Anche nelle piccole città dove ancora è possibile farlo, i bambini non giocano per strada, ma qualcosa per fortuna sta cambiando.

Chiudono le strade per far giocare i bimbi per strada

In Trentino Alto Adige, in un piccolo borgo in cima alla Val di Non, troviamo un cartello stradale insolito.

“Attenzione, rallentare. In questo paese i bambini giocano per strada”  ecco cosa c’è scritto. Un richiamo per gli automobilisti che, forse non abituati, potrebbero non prestare attenzione ai bambini che ancora (per fortuna) giocano per strada.

Sfruz è un piccolo borgo di soli 334 abitanti, che sente il peso della minaccia dello spopolamento dei piccoli paesi che sempre più decima queste realtà.

Per fortuna la comunità è forte e tutela ancora i propri bambini, per questo l’assessore Patrizia Poli ha preso a cuore il problema della sicurezza dei bambini che giocano per strada.

Iniziativa presa da molti altri paesi in Italia: Basciano (provincia di Teramo), Sarconi (in provincia di Potenza), Rignano Garganico (in provincia di Foggia) e tanti altri.

Iniziativa interessante anche quella di Berlino dove, grazie a una petizione dei residenti, è arrivata una Spielstraßecioè una strada sicura in cui far giocare i bimbi.
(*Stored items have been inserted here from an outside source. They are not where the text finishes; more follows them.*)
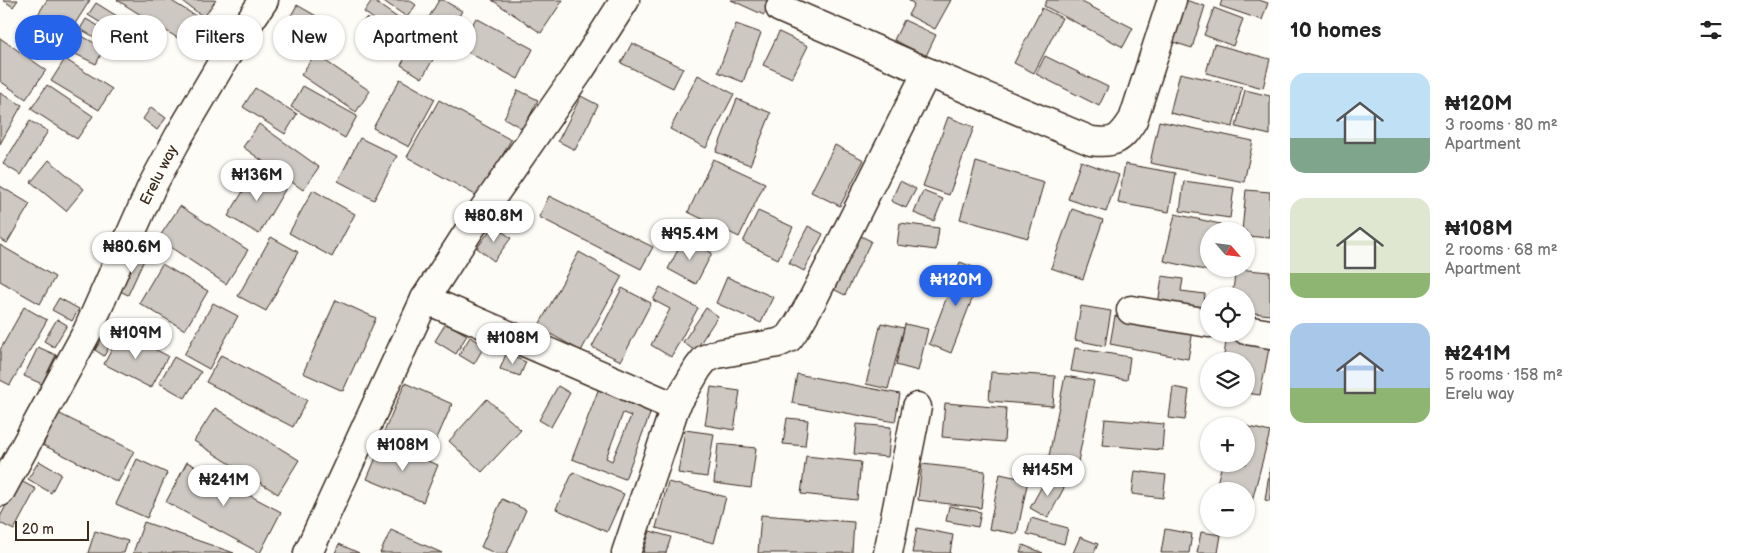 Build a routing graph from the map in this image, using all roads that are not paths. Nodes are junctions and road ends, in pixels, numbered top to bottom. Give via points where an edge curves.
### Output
1 (264, 0) edge
2 (625, 0) edge
3 (1172, 0) edge
4 (780, 8) dead end
5 (927, 72) junction
6 (425, 299) junction
7 (1131, 310) dead end
8 (1200, 322) edge
9 (1255, 332) edge
10 (1270, 334) edge
11 (675, 407) junction
12 (916, 407) dead end
13 (0, 492) edge
14 (308, 553) edge
15 (626, 553) edge
16 (888, 553) edge

1 - 13 street, Erelu way via 226,56 152,186 87,332
2 - 6 street
3 - 5 street via 1133,120 1123,136 1107,143 1091,141
4 - 5 street
5 - 11 street via 798,325 788,338 778,343 705,358
6 - 11 street
6 - 14 street
7 - 8 street
9 - 10 street
11 - 15 street
12 - 16 street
La prima sperimentazione dell’iniziativa avrà la durata da aprile a ottobre, anche se è già stato richiesto un permesso permanente.

Come funziona? Nell’orario 14-18 la strada viene transennata e in quell’arco di tempo vige il divieto di sosta delle auto in modo da lasciare ai bambini strada e marciapiedi dove divertirsi.

I residenti già nel 2015 avevano avanzato la richiesta che però era stata rifiutata, quest’anno hanno presentato nuovamente domanda e sono riusciti a ottenere uno spazio per far giocare i bimbi per strada.

A volte perdiamo di vista i giochi più semplici, quella libertà che solo un’attività all’aria aperta può dare. Speriamo che molti altri prendano esempio da queste realtà.